GIVEN RECORDS: Begin
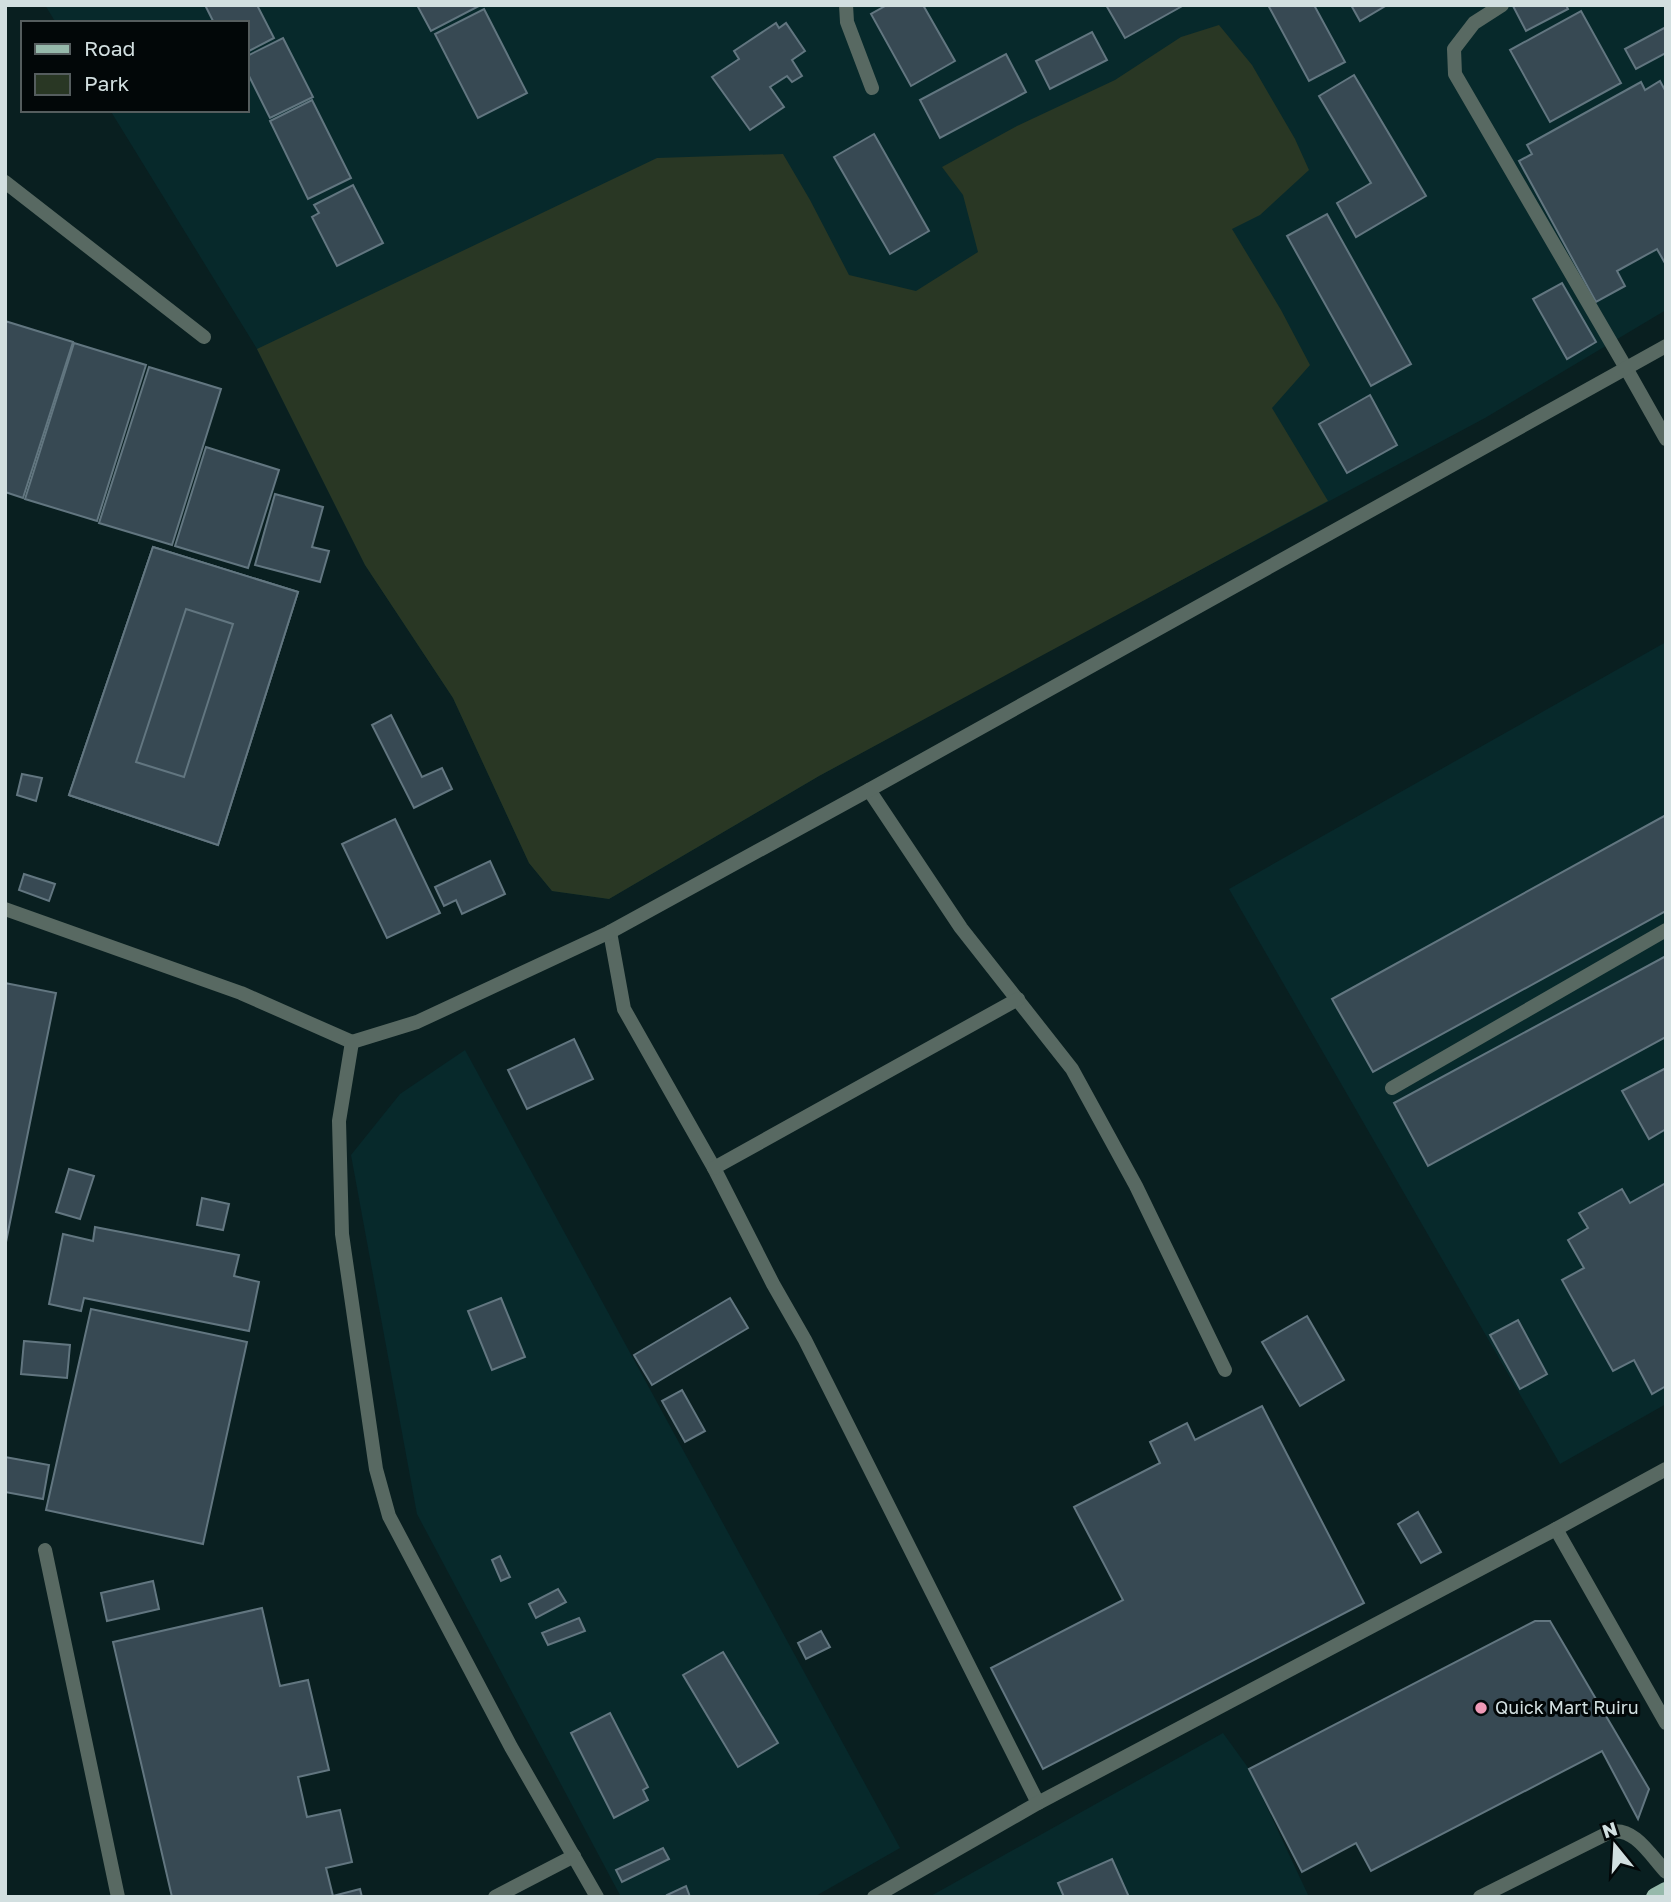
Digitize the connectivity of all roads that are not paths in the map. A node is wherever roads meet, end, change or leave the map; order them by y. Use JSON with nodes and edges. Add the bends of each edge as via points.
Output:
{"nodes":[{"id":1,"x":846,"y":5,"type":"edge"},
{"id":2,"x":1503,"y":5,"type":"edge"},
{"id":3,"x":872,"y":88,"type":"dead end"},
{"id":4,"x":5,"y":182,"type":"edge"},
{"id":5,"x":204,"y":337,"type":"dead end"},
{"id":6,"x":1666,"y":346,"type":"edge"},
{"id":7,"x":1626,"y":368,"type":"junction"},
{"id":8,"x":1666,"y":439,"type":"edge"},
{"id":9,"x":869,"y":790,"type":"junction"},
{"id":10,"x":5,"y":909,"type":"edge"},
{"id":11,"x":1666,"y":930,"type":"edge"},
{"id":12,"x":610,"y":932,"type":"junction"},
{"id":13,"x":1018,"y":999,"type":"junction"},
{"id":14,"x":352,"y":1042,"type":"junction"},
{"id":15,"x":1391,"y":1088,"type":"dead end"},
{"id":16,"x":714,"y":1168,"type":"junction"},
{"id":17,"x":1224,"y":1370,"type":"dead end"},
{"id":18,"x":1666,"y":1469,"type":"edge"},
{"id":19,"x":1556,"y":1529,"type":"junction"},
{"id":20,"x":45,"y":1550,"type":"dead end"},
{"id":21,"x":1666,"y":1723,"type":"edge"},
{"id":22,"x":1038,"y":1803,"type":"junction"},
{"id":23,"x":574,"y":1856,"type":"junction"},
{"id":24,"x":1666,"y":1872,"type":"edge"},
{"id":25,"x":1666,"y":1891,"type":"edge"},
{"id":26,"x":118,"y":1897,"type":"edge"},
{"id":27,"x":495,"y":1897,"type":"edge"},
{"id":28,"x":597,"y":1897,"type":"edge"},
{"id":29,"x":874,"y":1897,"type":"edge"},
{"id":30,"x":1480,"y":1897,"type":"edge"},
{"id":31,"x":1655,"y":1897,"type":"edge"}],
"edges":[{"from":1,"to":3,"type":"street","via":[[847,22]]},
{"from":2,"to":7,"type":"street","via":[[1474,23],[1454,49],[1455,74]]},
{"from":4,"to":5,"type":"street"},
{"from":6,"to":7,"type":"street"},
{"from":7,"to":8,"type":"street"},
{"from":7,"to":9,"type":"street"},
{"from":9,"to":12,"type":"street"},
{"from":9,"to":13,"type":"street","via":[[961,928]]},
{"from":10,"to":14,"type":"street","via":[[241,993]]},
{"from":11,"to":15,"type":"street"},
{"from":12,"to":14,"type":"street","via":[[417,1022]]},
{"from":12,"to":16,"type":"street","via":[[624,1009]]},
{"from":13,"to":16,"type":"street"},
{"from":13,"to":17,"type":"street","via":[[1072,1069],[1136,1186]]},
{"from":14,"to":23,"type":"street","via":[[339,1121],[342,1234],[376,1469],[390,1516],[511,1747]]},
{"from":16,"to":22,"type":"street"},
{"from":18,"to":19,"type":"street"},
{"from":19,"to":21,"type":"street"},
{"from":19,"to":22,"type":"street"},
{"from":20,"to":26,"type":"street"},
{"from":22,"to":29,"type":"street"},
{"from":23,"to":27,"type":"street"},
{"from":23,"to":28,"type":"street"},
{"from":24,"to":30,"type":"street","via":[[1636,1839],[1618,1830]]},
{"from":25,"to":31,"type":"main road"}]}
GIVEN RECORDS: End
# HOW TO COMPLETE THIS TASK
All entries must be written out again exactly as given, with no pictures in the copy.

# SOLUTION
Digitize the connectivity of all roads that are not paths in the map. A node is wherever roads meet, end, change or leave the map; order them by y. Use JSON with nodes and edges. Add the bends of each edge as via points.
Output:
{"nodes":[{"id":1,"x":846,"y":5,"type":"edge"},
{"id":2,"x":1503,"y":5,"type":"edge"},
{"id":3,"x":872,"y":88,"type":"dead end"},
{"id":4,"x":5,"y":182,"type":"edge"},
{"id":5,"x":204,"y":337,"type":"dead end"},
{"id":6,"x":1666,"y":346,"type":"edge"},
{"id":7,"x":1626,"y":368,"type":"junction"},
{"id":8,"x":1666,"y":439,"type":"edge"},
{"id":9,"x":869,"y":790,"type":"junction"},
{"id":10,"x":5,"y":909,"type":"edge"},
{"id":11,"x":1666,"y":930,"type":"edge"},
{"id":12,"x":610,"y":932,"type":"junction"},
{"id":13,"x":1018,"y":999,"type":"junction"},
{"id":14,"x":352,"y":1042,"type":"junction"},
{"id":15,"x":1391,"y":1088,"type":"dead end"},
{"id":16,"x":714,"y":1168,"type":"junction"},
{"id":17,"x":1224,"y":1370,"type":"dead end"},
{"id":18,"x":1666,"y":1469,"type":"edge"},
{"id":19,"x":1556,"y":1529,"type":"junction"},
{"id":20,"x":45,"y":1550,"type":"dead end"},
{"id":21,"x":1666,"y":1723,"type":"edge"},
{"id":22,"x":1038,"y":1803,"type":"junction"},
{"id":23,"x":574,"y":1856,"type":"junction"},
{"id":24,"x":1666,"y":1872,"type":"edge"},
{"id":25,"x":1666,"y":1891,"type":"edge"},
{"id":26,"x":118,"y":1897,"type":"edge"},
{"id":27,"x":495,"y":1897,"type":"edge"},
{"id":28,"x":597,"y":1897,"type":"edge"},
{"id":29,"x":874,"y":1897,"type":"edge"},
{"id":30,"x":1480,"y":1897,"type":"edge"},
{"id":31,"x":1655,"y":1897,"type":"edge"}],
"edges":[{"from":1,"to":3,"type":"street","via":[[847,22]]},
{"from":2,"to":7,"type":"street","via":[[1474,23],[1454,49],[1455,74]]},
{"from":4,"to":5,"type":"street"},
{"from":6,"to":7,"type":"street"},
{"from":7,"to":8,"type":"street"},
{"from":7,"to":9,"type":"street"},
{"from":9,"to":12,"type":"street"},
{"from":9,"to":13,"type":"street","via":[[961,928]]},
{"from":10,"to":14,"type":"street","via":[[241,993]]},
{"from":11,"to":15,"type":"street"},
{"from":12,"to":14,"type":"street","via":[[417,1022]]},
{"from":12,"to":16,"type":"street","via":[[624,1009]]},
{"from":13,"to":16,"type":"street"},
{"from":13,"to":17,"type":"street","via":[[1072,1069],[1136,1186]]},
{"from":14,"to":23,"type":"street","via":[[339,1121],[342,1234],[376,1469],[390,1516],[511,1747]]},
{"from":16,"to":22,"type":"street"},
{"from":18,"to":19,"type":"street"},
{"from":19,"to":21,"type":"street"},
{"from":19,"to":22,"type":"street"},
{"from":20,"to":26,"type":"street"},
{"from":22,"to":29,"type":"street"},
{"from":23,"to":27,"type":"street"},
{"from":23,"to":28,"type":"street"},
{"from":24,"to":30,"type":"street","via":[[1636,1839],[1618,1830]]},
{"from":25,"to":31,"type":"main road"}]}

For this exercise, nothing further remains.